NB. I'm sure you're already aware, but please do all potentially destructive testing on a dev environment like SRE Sandbox.
Having another look at this now - another thing to note is that the automated update management still tries to run for SREs that were torn down, which also results in a lot of failures:
Having another look at this now - another thing to note is that the automated update management still tries to run for SREs that were torn down, which also results in a lot of failures:
Yes, we should add "delete the automation schedules" to the SRE teardown script. If you'd like, you can manually delete them for the moment?

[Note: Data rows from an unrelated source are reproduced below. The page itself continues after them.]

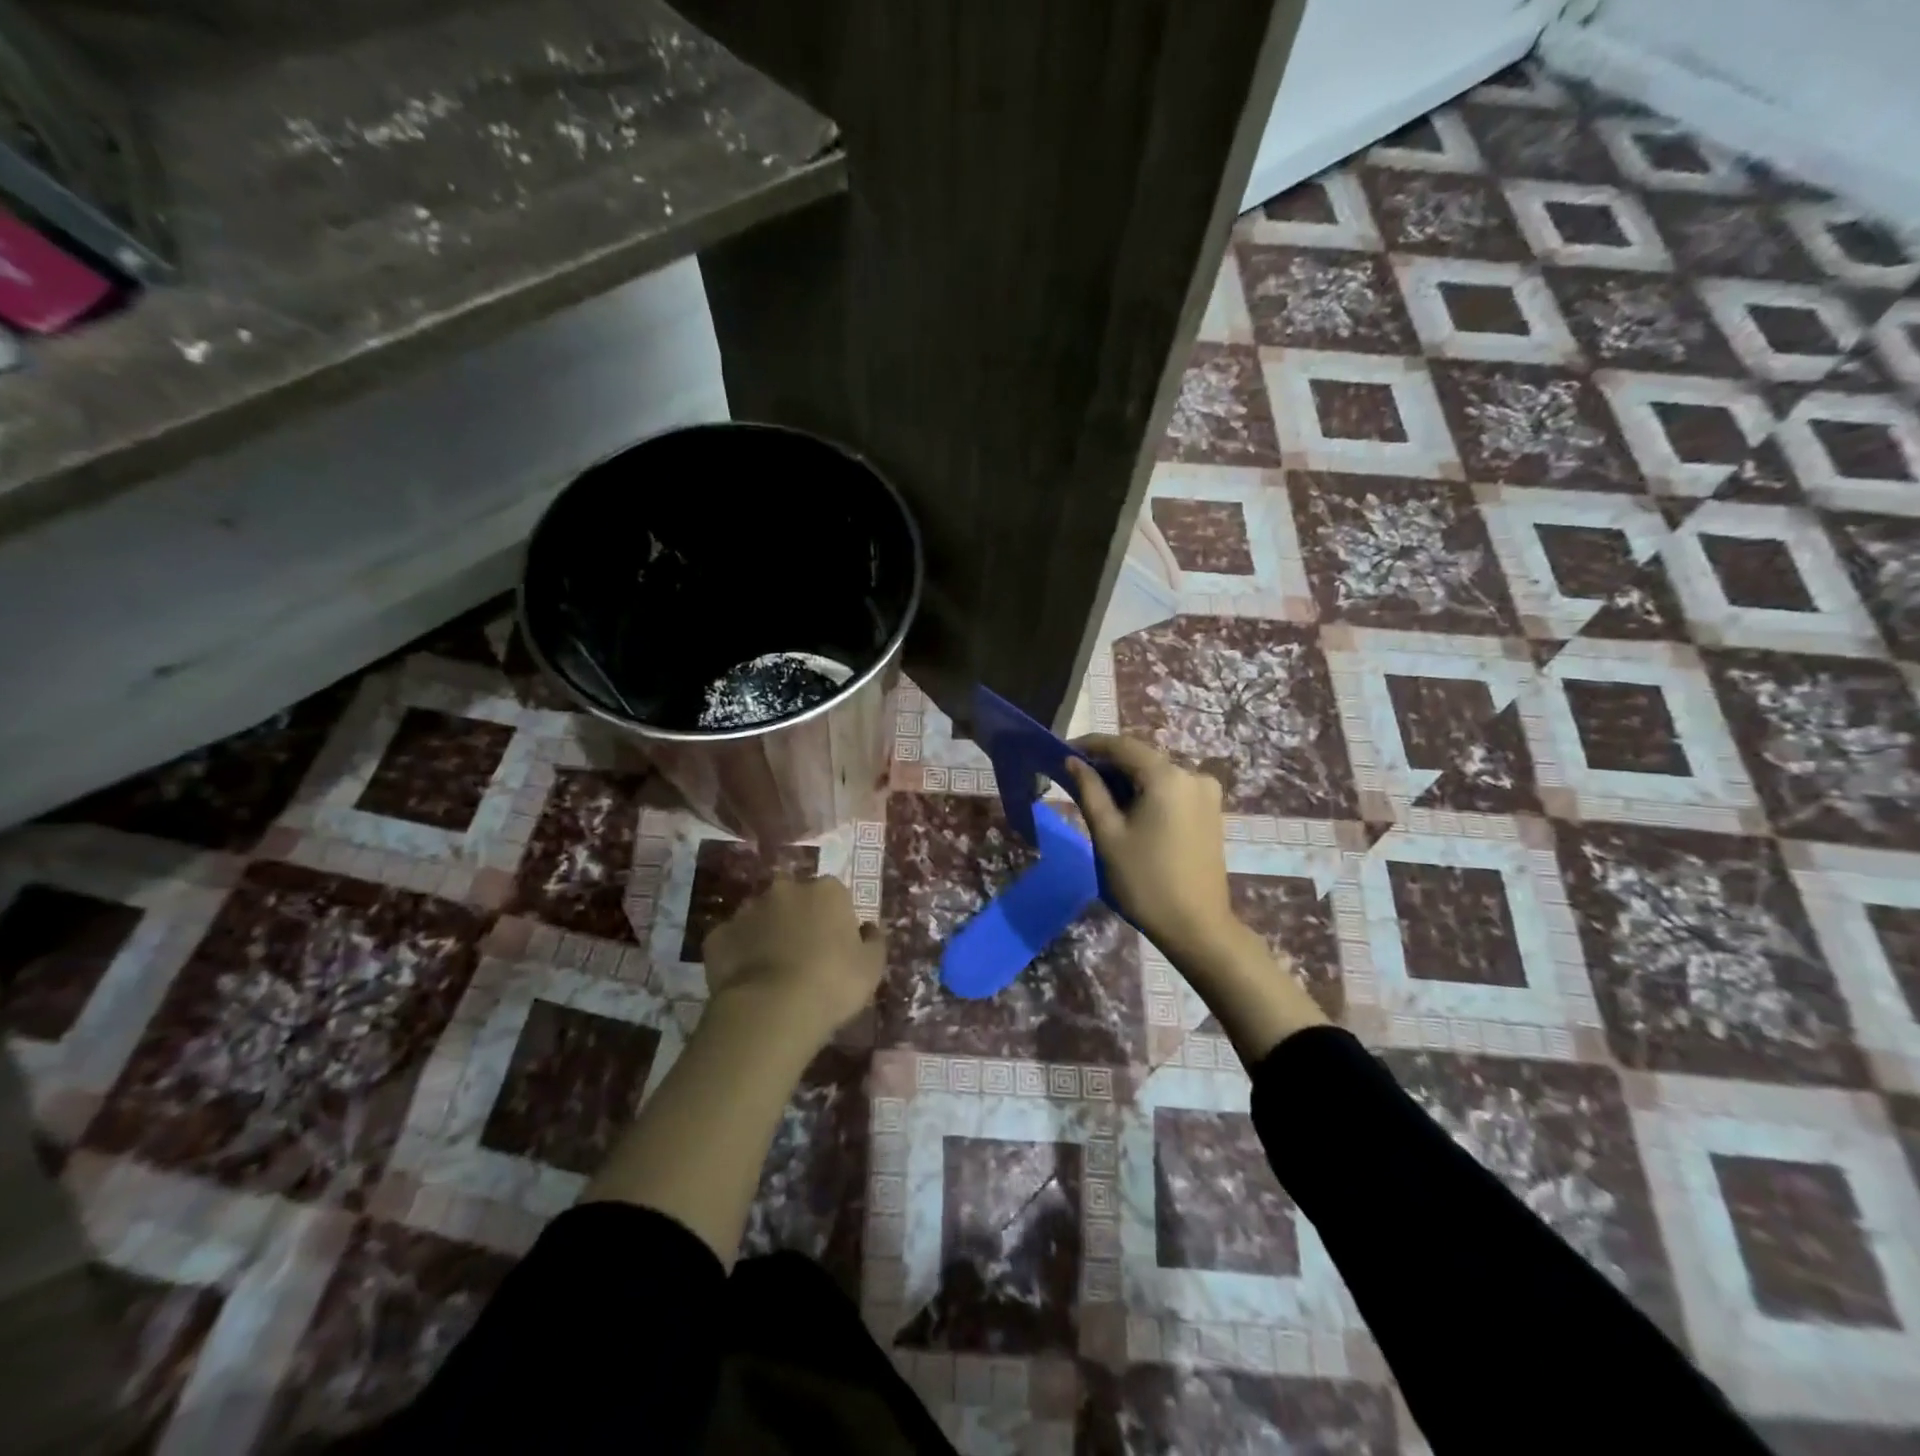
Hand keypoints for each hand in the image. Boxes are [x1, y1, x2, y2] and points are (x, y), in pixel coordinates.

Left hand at [703, 874, 885, 1050]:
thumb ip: (873, 941)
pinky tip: (747, 980)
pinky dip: (739, 954)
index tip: (836, 944)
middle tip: (803, 954)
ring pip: (760, 916)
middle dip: (797, 918)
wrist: (772, 1010)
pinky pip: (732, 940)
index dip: (835, 918)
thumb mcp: (872, 966)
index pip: (834, 894)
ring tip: (772, 970)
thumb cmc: (833, 983)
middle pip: (794, 899)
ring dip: (766, 933)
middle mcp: (786, 889)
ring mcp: (747, 910)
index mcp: (827, 891)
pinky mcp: (718, 936)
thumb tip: (867, 928)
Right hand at [1065, 734, 1326, 1061]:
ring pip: (1156, 775)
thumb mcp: (1108, 834)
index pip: (1122, 746)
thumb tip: (1073, 761)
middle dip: (1107, 765)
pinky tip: (1127, 811)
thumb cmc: (1144, 881)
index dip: (1090, 745)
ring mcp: (1206, 793)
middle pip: (1141, 759)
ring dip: (1126, 780)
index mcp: (1167, 777)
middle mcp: (1192, 775)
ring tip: (1097, 798)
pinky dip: (1146, 793)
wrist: (1196, 927)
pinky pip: (1171, 790)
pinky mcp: (1210, 811)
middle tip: (1074, 779)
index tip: (1062, 752)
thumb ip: (1089, 791)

Log Analytics shows that all VMs for a given SRE are present:
Yet editing the update deployment Azure Query, the VMs that are found are inconsistent depending on the SRE subscription:
For the SREs that aren't Sandbox, none of the updates run, even for the VMs found by the Azure Query:
For the SREs that aren't Sandbox, none of the updates run, even for the VMs found by the Azure Query:
There seems to be some inconsistency between what's shown in the AzureQuery preview and what's actually found when the query runs. In the screenshot you've attached here the AzureQuery isn't finding any VMs. Is there a case where VMs are found but the updates aren't running?
I'm starting to think there might be something fundamental broken in the Azure Query system we should think about raising an issue with Microsoft - whilst clicking around on the New update deployment
page, I briefly "tricked" it into realising that all the VMs of a particular SRE were present, (I think by selecting both the SRE and SHM subscription, then un-selecting the SHM subscription)... yet when I try to duplicate this I am unable to do so!
Have you run through the Hybrid Runbook Worker troubleshooting I linked above? VMs with a correctly configured Hybrid Runbook Worker seem to be working correctly.
Looking at the troubleshooting checklist it looks like system-assigned managed identity is not enabled on our VMs:
[x] Check the OS is supported and the prerequisites have been met. See Prerequisites.
[x] Check whether the system-assigned managed identity is enabled on the VM. Azure VMs and Arc enabled Azure Machines should be enabled with a system-assigned managed identity.
[ ] Check whether the extension is enabled with the right settings. Setting file should have right AutomationAccountURL. Cross-check the URL with Automation account property - AutomationHybridServiceUrl.
For windows: you can find the settings file at C:\Packages\Plugins\Microsoft.Azure.Automation.HybridWorker.HybridWorkerForWindows\
[ ] Check the error message shown in the Hybrid worker extension status/Detailed Status. It contains error message(s) and respective recommendation(s) to fix the issue.
[ ] Run the troubleshooter tool on the VM and it will generate an output file. Open the output file and verify the errors identified by the troubleshooter tool.
For windows: you can find the troubleshooter at C:\Packages\Plugins\Microsoft.Azure.Automation.HybridWorker.HybridWorkerForWindows\
[ ] Check whether the hybrid worker process is running.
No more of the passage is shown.